Jenni Romaniuk: Yeah, well, it’s not just my data. When it first came out, when Andrew Ehrenberg did his first work on this, it won an award from the Market Research Society for the research that told us the most about how advertising works, which was funny because there’s nothing about advertising in the research! It’s actually about just documenting if you look at the profiles of competing brands, they hardly differ. And yeah, this speaks to a whole range of different areas where we assume that, you know, by virtue of your gender, your age, your income bracket, things like that, there are all these differences in your brand buying. But actually, when we look at competing brands and do a proper apples-with-apples comparison, you just don’t see that much variation. And even importantly, when you do see some variation, It’s usually not a good thing for the brand. So when a brand, for example, skews to be more female than male, the question isn’t, “Why did it get more females?” The question is, “Why aren’t more males buying it? Why is that so different from every other brand in the category that maybe has 50/50 of females than males?” And so when you take that perspective, it leads you to have a look at differences between competing brands from a very different point of view. It’s no longer a mark of success, but more a problem to be solved.
Adrian Tennant: So, do we currently worry too much about segmentation?
Jenni Romaniuk: Yes. There’s a whole series of rationales that underpin my, “Yes,” there – many more than we can go through in a single podcast. But it is about understanding that, brands compete for a reason and trying to do things that mitigate that competition, that distance you from other brands in the category just doesn’t seem to work.
Adrian Tennant: Well, the third empirical law is that a brand’s main competitors are almost always the biggest in the category.

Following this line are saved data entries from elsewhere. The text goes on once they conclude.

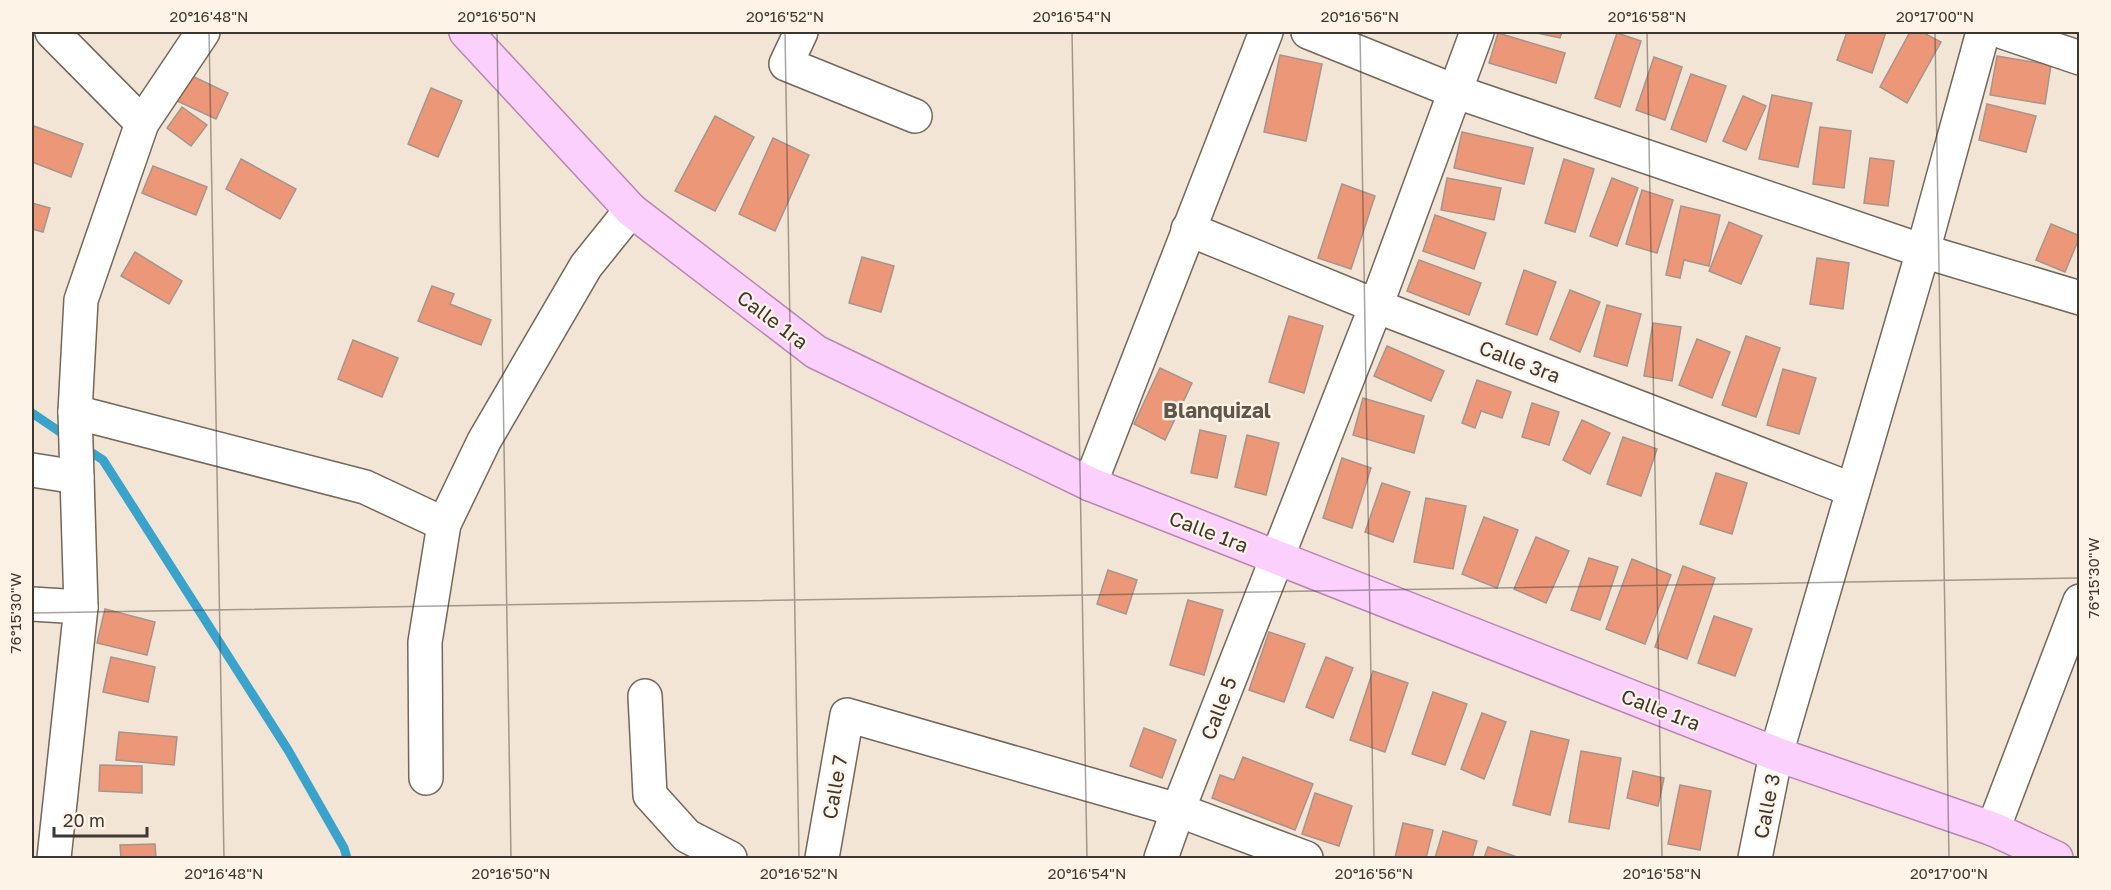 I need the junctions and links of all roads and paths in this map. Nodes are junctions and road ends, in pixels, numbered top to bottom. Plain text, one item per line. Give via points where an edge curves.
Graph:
1 (52, 32) edge
2 (203, 32) edge
3 (466, 32) edge
4 (801, 32) edge
5 (1266, 32) edge
6 (1308, 32) edge
7 (1477, 32) edge
8 (1983, 32) edge
9 (2003, 32) edge
10 (2079, 58) edge
11 (1454, 91) junction
12 (915, 116) dead end
13 (142, 123) junction
14 (631, 210) junction
15 (1188, 229) junction
16 (1923, 251) junction
17 (2079, 298) edge
18 (1376, 306) junction
19 (75, 412) junction
20 (32, 470) edge
21 (77, 477) junction
22 (1090, 484) junction
23 (1853, 490) junction
24 (444, 524) junction
25 (1277, 558) junction
26 (2079, 601) edge
27 (32, 604) edge
28 (81, 607) junction
29 (645, 696) dead end
30 (1776, 754) junction
31 (426, 778) dead end
32 (1178, 810) junction
33 (1993, 829) junction
34 (54, 858) edge
35 (730, 858) edge
36 (822, 858) edge
37 (1161, 858) edge
38 (1306, 858) edge
39 (1755, 858) edge
40 (2055, 858) edge

1 - 13 street
2 - 13 street
3 - 14 main road, Calle 1ra
4 - 12 street via 786,64
5 - 15 street
6 - 11 street
7 - 11 street, Calle 5
8 - 16 street, Calle 3
9 - 10 street
11 - 16 street
11 - 18 street, Calle 5
13 - 19 street via 81,300
14 - 22 main road, Calle 1ra via 816,352
14 - 24 street via 586,266 484,441
15 - 18 street, Calle 3ra
15 - 22 street
16 - 17 street
16 - 23 street, Calle 3
18 - 23 street, Calle 3ra
18 - 25 street, Calle 5
19 - 21 street
19 - 24 street via 365,487
20 - 21 street
21 - 28 street
22 - 25 main road, Calle 1ra
23 - 30 street, Calle 3
24 - 31 street via 425,642
25 - 30 main road, Calle 1ra
25 - 32 street, Calle 5
26 - 33 street
27 - 28 street
28 - 34 street
29 - 35 street via 650,795 687,836
30 - 33 main road, Calle 1ra
30 - 39 street, Calle 3
32 - 36 street, Calle 7 via 847,715
32 - 37 street, Calle 5
32 - 38 street
33 - 40 main road, Calle 1ra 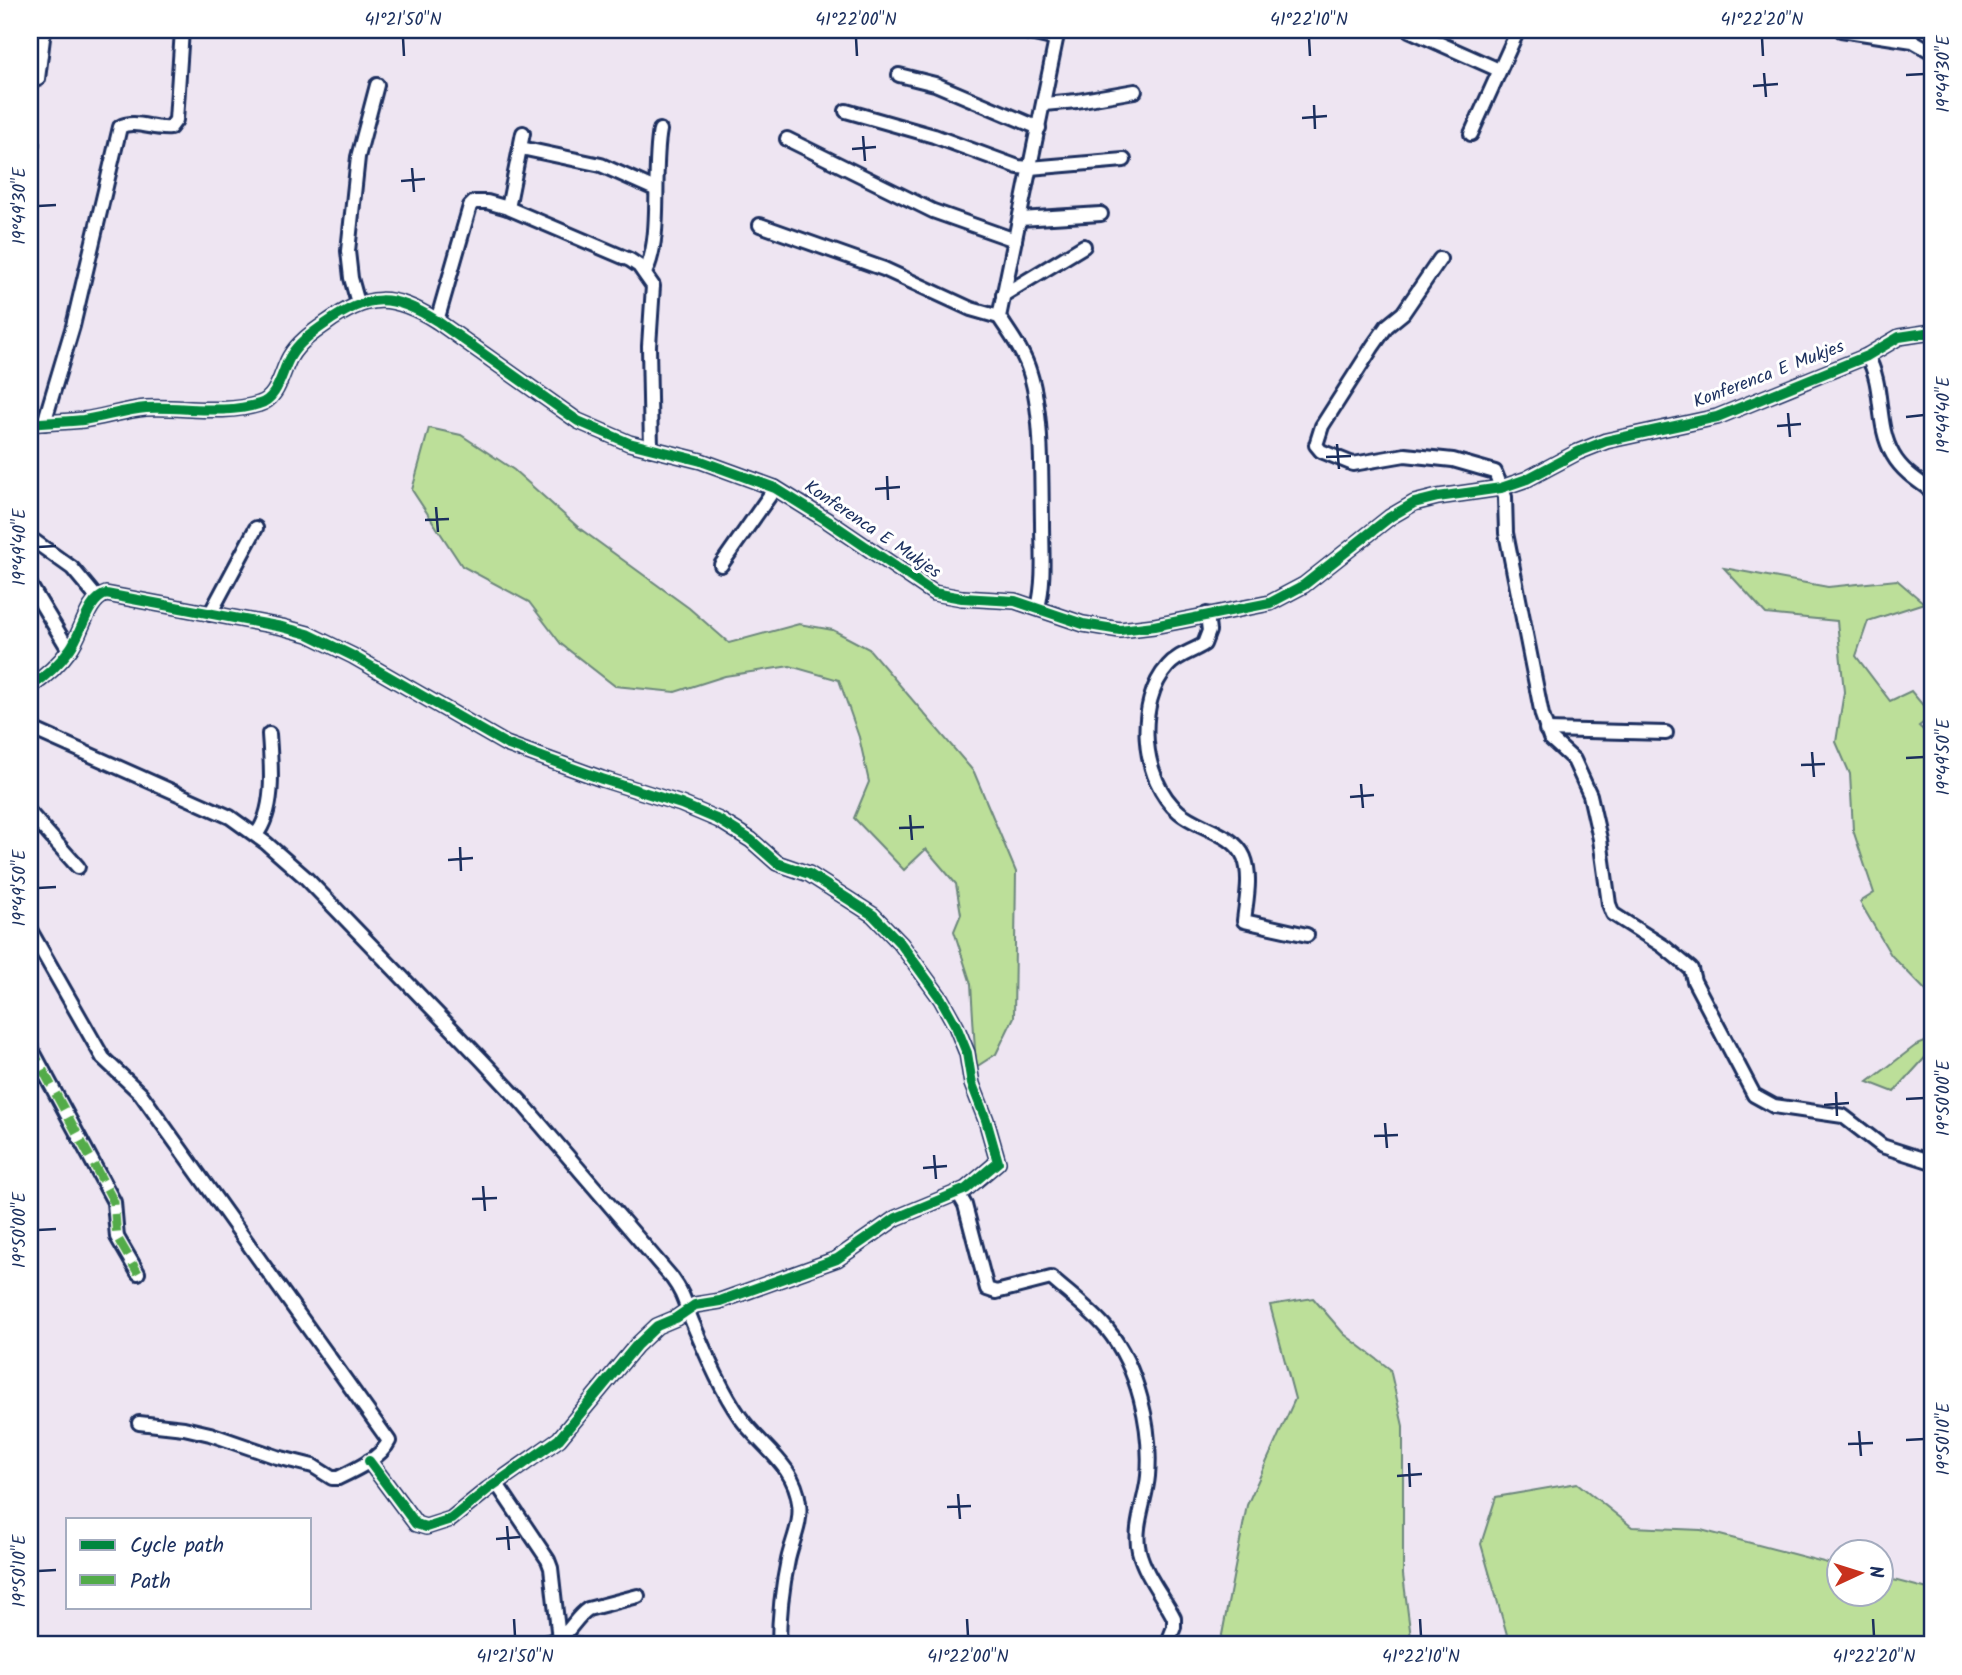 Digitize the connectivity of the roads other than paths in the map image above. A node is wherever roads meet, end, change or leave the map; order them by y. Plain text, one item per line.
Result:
1 (44, 30) edge
2 (182, 30) edge
3 (1017, 30) edge
4 (1409, 30) edge
5 (1518, 30) edge
6 (1841, 30) edge
7 (1057, 34) edge
8 (1932, 52) edge
9 (1499, 70) junction
10 (899, 75) dead end
11 (38, 79) dead end
12 (377, 85) dead end
13 (1135, 90) dead end
14 (1044, 104) junction
15 (846, 111) dead end
16 (1039, 128) junction
17 (660, 130) dead end
18 (523, 132) dead end
19 (1471, 134) dead end
20 (788, 139) dead end
21 (521, 148) junction
22 (1124, 160) dead end
23 (1030, 168) junction
24 (655, 190) junction
25 (508, 208) junction
26 (1101, 214) dead end
27 (1020, 219) junction
28 (760, 225) dead end
29 (1015, 240) junction
30 (1084, 246) dead end
31 (1440, 259) dead end
32 (645, 273) junction
33 (1003, 295) junction
34 (358, 303) junction
35 (999, 317) junction
36 (437, 321) junction
37 (1932, 332) edge
38 (1867, 356) junction
39 (44, 423) junction
40 (30, 424) edge
41 (651, 449) junction
42 (775, 488) junction
43 (1501, 488) junction
44 (1932, 491) edge
45 (256, 528) dead end
46 (30, 538) edge
47 (720, 565) dead end
48 (30, 584) edge
49 (97, 598) junction
50 (1038, 608) junction
51 (210, 614) junction
52 (1207, 614) junction
53 (69, 650) junction
54 (30, 687) edge
55 (30, 728) edge
56 (1546, 730) junction
57 (1667, 733) dead end
58 (269, 734) dead end
59 (30, 813) edge
60 (256, 835) junction
61 (78, 867) dead end
62 (30, 930) edge
63 (1307, 934) dead end
64 (30, 1046) edge
65 (1932, 1161) edge
66 (958, 1193) junction
67 (138, 1273) dead end
68 (688, 1308) junction
69 (139, 1423) dead end
70 (369, 1461) junction
71 (497, 1484) junction
72 (638, 1596) dead end
73 (559, 1639) junction
74 (537, 1645) edge
75 (578, 1645) edge
76 (779, 1645) edge
77 (1167, 1645) edge

1 - 11 street
2 - 39 street
3 - 7 street
4 - 9 street
5 - 9 street
6 - 8 street
7 - 14 street
9 - 19 street
10 - 16 street
12 - 34 street
13 - 14 street
14 - 16 street
15 - 23 street
16 - 23 street
17 - 24 street
18 - 21 street
20 - 29 street
21 - 24 street
21 - 25 street
22 - 23 street
23 - 27 street
24 - 32 street
25 - 32 street
25 - 36 street
26 - 27 street
27 - 29 street
28 - 35 street
29 - 33 street
30 - 33 street
31 - 43 street
32 - 41 street
33 - 35 street
34 - 36 street, Konferenca E Mukjes
34 - 39 street
35 - 50 street
36 - 41 street, Konferenca E Mukjes
37 - 38 street, Konferenca E Mukjes
38 - 43 street, Konferenca E Mukjes
38 - 44 street, Konferenca E Mukjes
39 - 40 street
41 - 42 street, Konferenca E Mukjes
42 - 47 street
42 - 50 street, Konferenca E Mukjes
43 - 52 street, Konferenca E Mukjes
43 - 56 street
45 - 51 street
46 - 49 street
48 - 53 street
49 - 51 street
49 - 53 street
50 - 52 street, Konferenca E Mukjes
51 - 66 street
52 - 63 street
53 - 54 street
55 - 60 street
56 - 57 street
56 - 65 street
58 - 60 street
59 - 61 street
60 - 68 street
62 - 70 street
64 - 67 street
66 - 68 street
66 - 77 street
68 - 71 street
68 - 76 street
69 - 70 street
70 - 71 street
71 - 73 street
72 - 73 street
73 - 74 street
73 - 75 street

Have you ever seen exceptions to the rule?
Jenni Romaniuk: I mean, there are what we call exceptions that are partitions, which are when brands share more with other brands than they should for their size and they’ll separate those out from saying, you know, “How does the duplication of purchase law not hold?” Well, that we don’t see. The only time it breaks down a bit is when you put things that are obviously not in the same market and then you notice that there is an oddity either in a submarket breaking off to be its own market or just one brand that just acts really weirdly with everything else. So that, to a certain extent, makes the duplication of purchase analysis a good way of understanding what belongs in your category and what doesn’t in the behavior of consumers. But yeah, they’re called partitions. I think it’s a useful analogy because if you think of an office, you can have walls that really separate you so that you can’t see what’s going on. Or you can have a partition where it separates you a bit, but you can still stand up and see over into someone else’s cubicle. And that’s what partitions in the data are like. They show when brands share slightly more than they should with each other, but they still even despite that partition, compete normally in the wider market as well.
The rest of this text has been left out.